SRINAGAR: For more than five decades, Muhammed Shafi Khan and Mumtaza Khan shared a life of faith, dignity, and quiet resilience. On Sunday, after over 50 years of marriage, they departed the world within hours of each other, a rare end to a lifetime of companionship.

Muhammed Shafi Khan, a retired general manager known in his Batamaloo neighbourhood as “Papa Ji.” All his life, he was known for his honesty. An Imam at the local mosque, he had been a man of strong faith and discipline. His wife, Mumtaza, had spent her life in education, serving as vice-principal at a Caset Experimental School in Karan Nagar, Srinagar. Those who knew them remember a couple deeply bound by respect and mutual care.
Mumtaza had long battled cancer. Doctors had given her a limited prognosis years ago. She endured the illness with quiet strength. A few days ago, her health declined after a stroke and haemorrhage. She was admitted to SMHS Hospital, where, despite intensive care, she passed away.
As her family prepared for her funeral, her husband’s condition began to deteriorate. Khan, who suffered from chronic kidney disease, had not been keeping well, though his decline was unexpected. “He had been emotionally attached to her beyond words,” a close relative recounted. “Even when she was in the hospital, his thoughts never left her.”
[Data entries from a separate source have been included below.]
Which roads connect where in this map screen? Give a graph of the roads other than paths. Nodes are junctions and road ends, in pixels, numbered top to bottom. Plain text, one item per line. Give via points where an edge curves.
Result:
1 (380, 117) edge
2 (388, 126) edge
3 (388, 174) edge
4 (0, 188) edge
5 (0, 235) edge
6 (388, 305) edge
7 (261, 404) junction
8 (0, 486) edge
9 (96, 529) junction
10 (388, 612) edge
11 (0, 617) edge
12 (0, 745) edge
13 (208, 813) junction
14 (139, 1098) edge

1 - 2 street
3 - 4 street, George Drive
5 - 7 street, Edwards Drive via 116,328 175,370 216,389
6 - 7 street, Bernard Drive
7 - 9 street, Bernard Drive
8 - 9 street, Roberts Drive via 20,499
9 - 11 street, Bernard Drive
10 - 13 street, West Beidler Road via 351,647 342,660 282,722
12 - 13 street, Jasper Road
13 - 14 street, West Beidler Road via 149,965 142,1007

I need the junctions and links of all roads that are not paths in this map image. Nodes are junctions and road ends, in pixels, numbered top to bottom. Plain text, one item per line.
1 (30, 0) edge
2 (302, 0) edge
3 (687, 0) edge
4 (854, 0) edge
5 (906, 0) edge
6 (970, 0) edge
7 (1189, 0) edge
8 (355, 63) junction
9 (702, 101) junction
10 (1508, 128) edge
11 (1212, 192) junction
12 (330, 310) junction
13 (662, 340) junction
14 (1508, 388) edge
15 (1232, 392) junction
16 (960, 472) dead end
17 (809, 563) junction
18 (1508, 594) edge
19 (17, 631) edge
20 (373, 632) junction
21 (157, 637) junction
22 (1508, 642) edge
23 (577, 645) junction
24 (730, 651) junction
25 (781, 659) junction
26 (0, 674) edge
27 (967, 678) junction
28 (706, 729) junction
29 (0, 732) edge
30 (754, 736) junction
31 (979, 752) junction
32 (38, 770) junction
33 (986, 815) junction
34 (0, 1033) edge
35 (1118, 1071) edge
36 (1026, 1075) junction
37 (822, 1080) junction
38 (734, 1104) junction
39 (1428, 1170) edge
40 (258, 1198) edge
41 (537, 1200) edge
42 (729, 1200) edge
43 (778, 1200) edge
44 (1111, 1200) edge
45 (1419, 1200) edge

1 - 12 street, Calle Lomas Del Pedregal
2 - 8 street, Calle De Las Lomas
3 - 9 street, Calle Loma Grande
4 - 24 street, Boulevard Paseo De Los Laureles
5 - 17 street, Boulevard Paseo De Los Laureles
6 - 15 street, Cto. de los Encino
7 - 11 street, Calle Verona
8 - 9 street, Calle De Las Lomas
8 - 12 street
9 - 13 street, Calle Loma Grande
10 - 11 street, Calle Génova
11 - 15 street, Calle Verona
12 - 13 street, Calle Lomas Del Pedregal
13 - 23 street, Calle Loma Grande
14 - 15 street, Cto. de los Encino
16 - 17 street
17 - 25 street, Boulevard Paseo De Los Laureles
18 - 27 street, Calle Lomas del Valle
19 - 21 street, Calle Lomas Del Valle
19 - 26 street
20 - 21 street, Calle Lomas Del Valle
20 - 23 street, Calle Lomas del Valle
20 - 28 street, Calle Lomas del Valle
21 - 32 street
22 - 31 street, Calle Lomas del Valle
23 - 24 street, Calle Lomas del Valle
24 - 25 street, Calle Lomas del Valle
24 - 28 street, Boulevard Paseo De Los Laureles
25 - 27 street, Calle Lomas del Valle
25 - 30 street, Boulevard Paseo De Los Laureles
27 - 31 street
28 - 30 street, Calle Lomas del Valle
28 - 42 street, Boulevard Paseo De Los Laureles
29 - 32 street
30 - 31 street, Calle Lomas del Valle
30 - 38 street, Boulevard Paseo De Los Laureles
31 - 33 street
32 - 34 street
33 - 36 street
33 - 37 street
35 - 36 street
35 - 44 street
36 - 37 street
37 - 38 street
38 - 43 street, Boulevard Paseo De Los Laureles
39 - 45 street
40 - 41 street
On Sunday morning, as preparations were being made for Mumtaza’s burial, family members noticed Muhammed Shafi Khan growing weak. “When we were giving her the funeral bath before burial, we realised he was not responding properly,” the relative said. He was rushed to a nearby hospital in Hyderpora, where doctors tried to resuscitate him, but he had already suffered a cardiac arrest. He was declared dead shortly after.
The couple’s funeral took place the same day, three hours apart. Mumtaza’s funeral prayers were held in Rawalpora in the morning, and by afternoon, Muhammed Shafi Khan’s funeral prayers were held in Batamaloo, two farewells for a pair who had lived as one.
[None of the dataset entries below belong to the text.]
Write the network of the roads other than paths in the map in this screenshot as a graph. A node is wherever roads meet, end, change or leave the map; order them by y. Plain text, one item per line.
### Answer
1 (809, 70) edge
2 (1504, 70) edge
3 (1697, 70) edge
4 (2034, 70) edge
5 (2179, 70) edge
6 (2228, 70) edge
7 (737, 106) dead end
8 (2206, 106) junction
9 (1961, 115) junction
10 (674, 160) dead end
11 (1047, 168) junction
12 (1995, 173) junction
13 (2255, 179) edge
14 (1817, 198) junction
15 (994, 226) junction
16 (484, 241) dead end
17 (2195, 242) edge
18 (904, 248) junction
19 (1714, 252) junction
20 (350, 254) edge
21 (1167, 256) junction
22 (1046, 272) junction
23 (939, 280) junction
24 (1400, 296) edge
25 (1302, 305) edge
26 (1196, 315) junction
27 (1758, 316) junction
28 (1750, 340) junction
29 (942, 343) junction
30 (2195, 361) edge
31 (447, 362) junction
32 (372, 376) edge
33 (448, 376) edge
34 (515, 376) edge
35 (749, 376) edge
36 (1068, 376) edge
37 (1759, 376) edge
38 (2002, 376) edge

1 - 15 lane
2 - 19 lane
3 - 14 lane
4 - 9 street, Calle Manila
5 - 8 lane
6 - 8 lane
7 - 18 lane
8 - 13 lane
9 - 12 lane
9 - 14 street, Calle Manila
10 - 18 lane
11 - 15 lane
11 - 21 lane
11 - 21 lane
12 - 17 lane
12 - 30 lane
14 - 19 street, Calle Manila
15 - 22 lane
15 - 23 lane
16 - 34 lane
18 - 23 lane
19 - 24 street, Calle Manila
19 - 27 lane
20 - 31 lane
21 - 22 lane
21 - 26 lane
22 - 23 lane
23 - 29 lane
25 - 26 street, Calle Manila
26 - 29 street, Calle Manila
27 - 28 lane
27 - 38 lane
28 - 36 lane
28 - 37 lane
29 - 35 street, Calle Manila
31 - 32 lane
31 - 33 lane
“They were inseparable,” said the relative. “My aunt had once said she wasn’t worried about herself, but only about how her husband would cope after her. She was right, he didn’t survive even a few hours without her.”
In a time when life often pulls people apart, their story stands as a quiet reminder of devotion that endured illness, distance, and finally, death itself. “They were together in life,” their family said, “and Allah willed they remain together in death.”